3. Start libvirtd service on host again.
# service libvirtd start
4. Start the guest.

Actual results:
Error message "Unable to connect to the graphic server 127.0.0.1:xxxx" pops up.

Expected results:
virt-viewer should connect to the guest correctly.

Additional info:
I attached the debug logs for both success and failure.

Comment 1 Xiaodai Wang 2015-10-14 08:18:56 UTC
Created attachment 1082729 [details]
virt-viewer connect to guest successfully

Comment 2 Xiaodai Wang 2015-10-14 08:19:32 UTC
Created attachment 1082730 [details]
virt-vewer connect to guest failure

Comment 4 Jonathon Jongsma 2015-10-14 16:18:51 UTC
The fact that you have these warnings even on the successful run makes me think that you are using a non-standard configuration of some sort:

** (virt-viewer:4874): WARNING **: Couldn't connect to accessibility bus: Failed to connect to socket /tmp/dbus-3yGBLPcl8U: Connection refused

(virt-viewer:5058): virt-viewer-DEBUG: Error: Failed to connect socket to '/var/run/libvirt/libvirt-sock-ro': No such file or directory



I have not been able to reproduce the failure here, and I don't see any of those warnings above. Can you give a little more information on your setup?

Is the client running on the same machine as the host? If not, what OS is the host?

Comment 5 Xiaodai Wang 2015-10-15 02:31:36 UTC
Yes, the client is running on the same machine as the host. 
It's easy to meet this problem at the first time. And then you redo the same operation, it's hard to reproduce it. I tried about 8~12 times to reproduce it again. So you can try it many times.

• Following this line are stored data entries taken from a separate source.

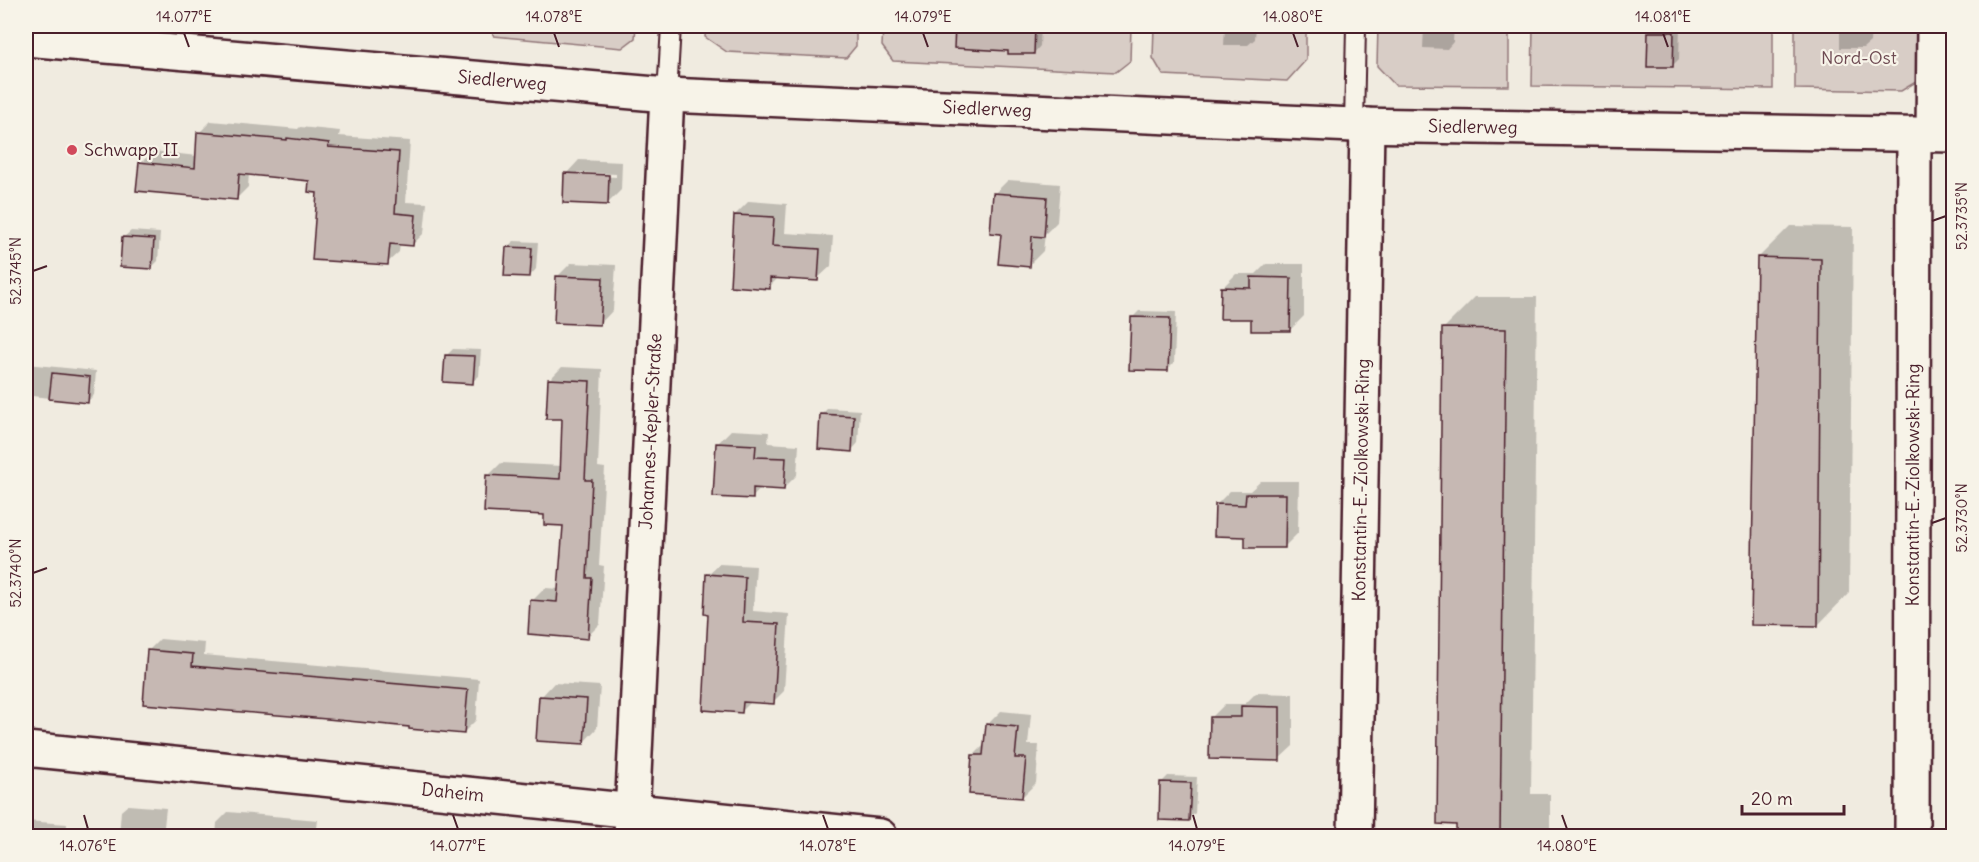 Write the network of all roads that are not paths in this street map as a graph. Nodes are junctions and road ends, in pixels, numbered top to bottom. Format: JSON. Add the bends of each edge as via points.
{"nodes":[{"id":1,"x":671,"y":26,"type":"edge"},
{"id":2,"x":1356,"y":26,"type":"edge"},
{"id":3,"x":1934,"y":26,"type":"edge"},
{"id":4,"x":26,"y":39,"type":"edge"},
{"id":5,"x":667,"y":95,"type":"junction"},
{"id":6,"x":1361,"y":125,"type":"junction"},
{"id":7,"x":1934,"y":134,"type":"edge"},
{"id":8,"x":26,"y":749,"type":"edge"},
{"id":9,"x":632,"y":824,"type":"edge"},
{"id":10,"x":880,"y":837,"type":"edge"},
{"id":11,"x":1355,"y":837,"type":"edge"},
{"id":12,"x":1912,"y":837,"type":"edge"}],
"edges":[{"from":1,"to":5,"type":"lane","name":"Johannes-Kepler-Straße"},
{"from":2,"to":6,"type":"lane"},
{"from":3,"to":7,"type":"street","name":"Konstantin-E.-Ziolkowski-Ring"},
{"from":4,"to":5,"type":"street","name":"Siedlerweg"},
{"from":5,"to":6,"type":"street","name":"Siedlerweg"},
{"from":5,"to":9,"type":"street","name":"Johannes-Kepler-Straße"},
{"from":6,"to":7,"type":"street","name":"Siedlerweg"},
{"from":6,"to":11,"type":"street","name":"Konstantin-E.-Ziolkowski-Ring"},
{"from":7,"to":12,"type":"street","name":"Konstantin-E.-Ziolkowski-Ring"},
{"from":8,"to":9,"type":"street","name":"Daheim"},
{"from":9,"to":10,"type":"street","name":"Daheim"}]} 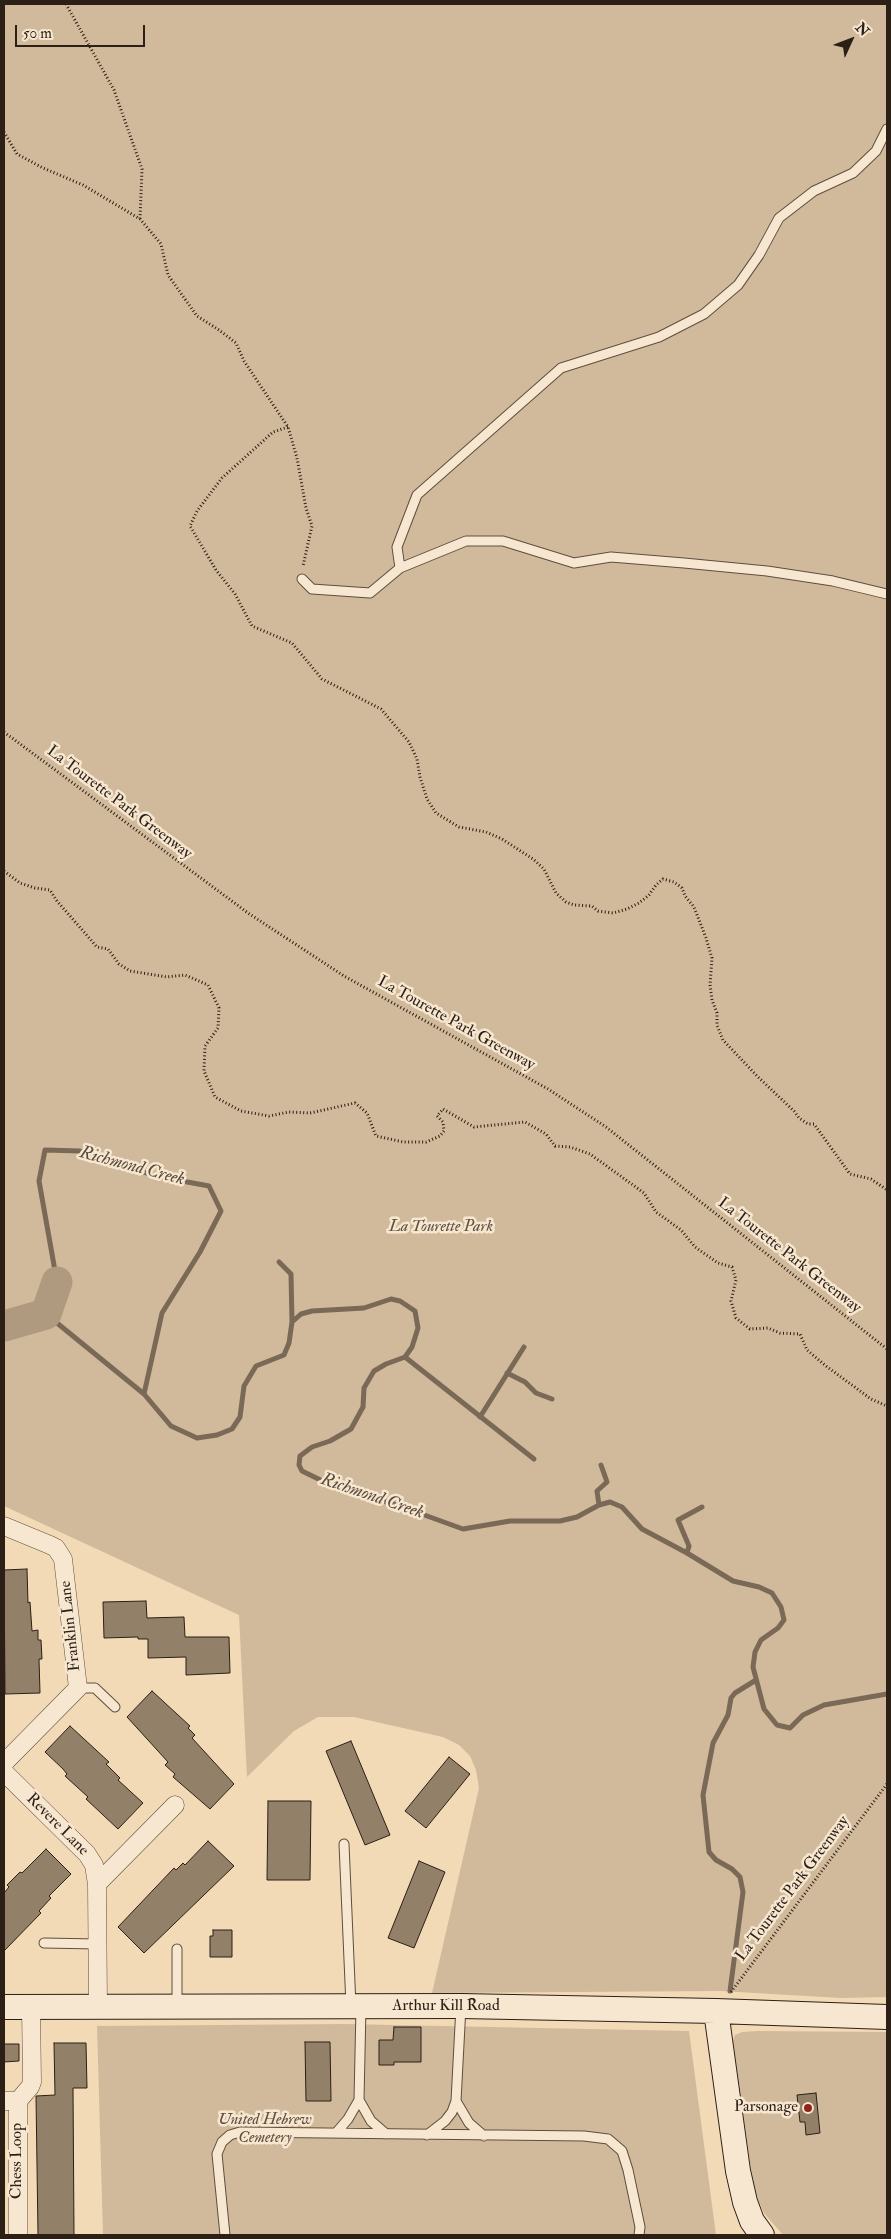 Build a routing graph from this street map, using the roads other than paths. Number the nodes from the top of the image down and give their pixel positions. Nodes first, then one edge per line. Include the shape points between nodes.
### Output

Comment 6 Christophe Fergeau 2015-10-15 08:40:09 UTC
Is this being run as root?

Comment 7 Christophe Fergeau 2015-10-15 09:05:44 UTC
Actually I can reproduce this on a 7.2 system. Building virt-viewer from 7.2 and running it on a fedora box leads to a different kind of failure for what it's worth (repeated "cannot connect to libvirt socket" messages during libvirtd downtime).

Comment 8 Xiaodai Wang 2015-10-15 09:53:04 UTC
(In reply to Christophe Fergeau from comment #6)
> Is this being run as root?

yes

Comment 9 Christophe Fergeau 2015-10-15 13:24:33 UTC
Some experiments I've run


This triggers the bug:
$ virsh destroy $domain_name
$ virt-viewer $domain_name --wait
$ systemctl stop libvirtd.service && systemctl start libvirtd.service
$
$ virsh start $domain_name


This does not trigger the bug:
$ virsh destroy $domain_name
$ virt-viewer $domain_name --wait
$ systemctl stop libvirtd.service && systemctl start libvirtd.service
$
$ virsh start $other_domain && virsh destroy $other_domain && sleep 1 && virsh start $domain_name


This triggers the bug:
$ virsh destroy $domain_name
$ virt-viewer $domain_name --wait
$ systemctl stop libvirtd.service && systemctl start libvirtd.service
$
$ sleep 10 && virsh start $domain_name


Adding a 1 second g_usleep in virt_viewer_session_spice_open_host() right before the spice_session_connect() call also makes the bug go away in all cases.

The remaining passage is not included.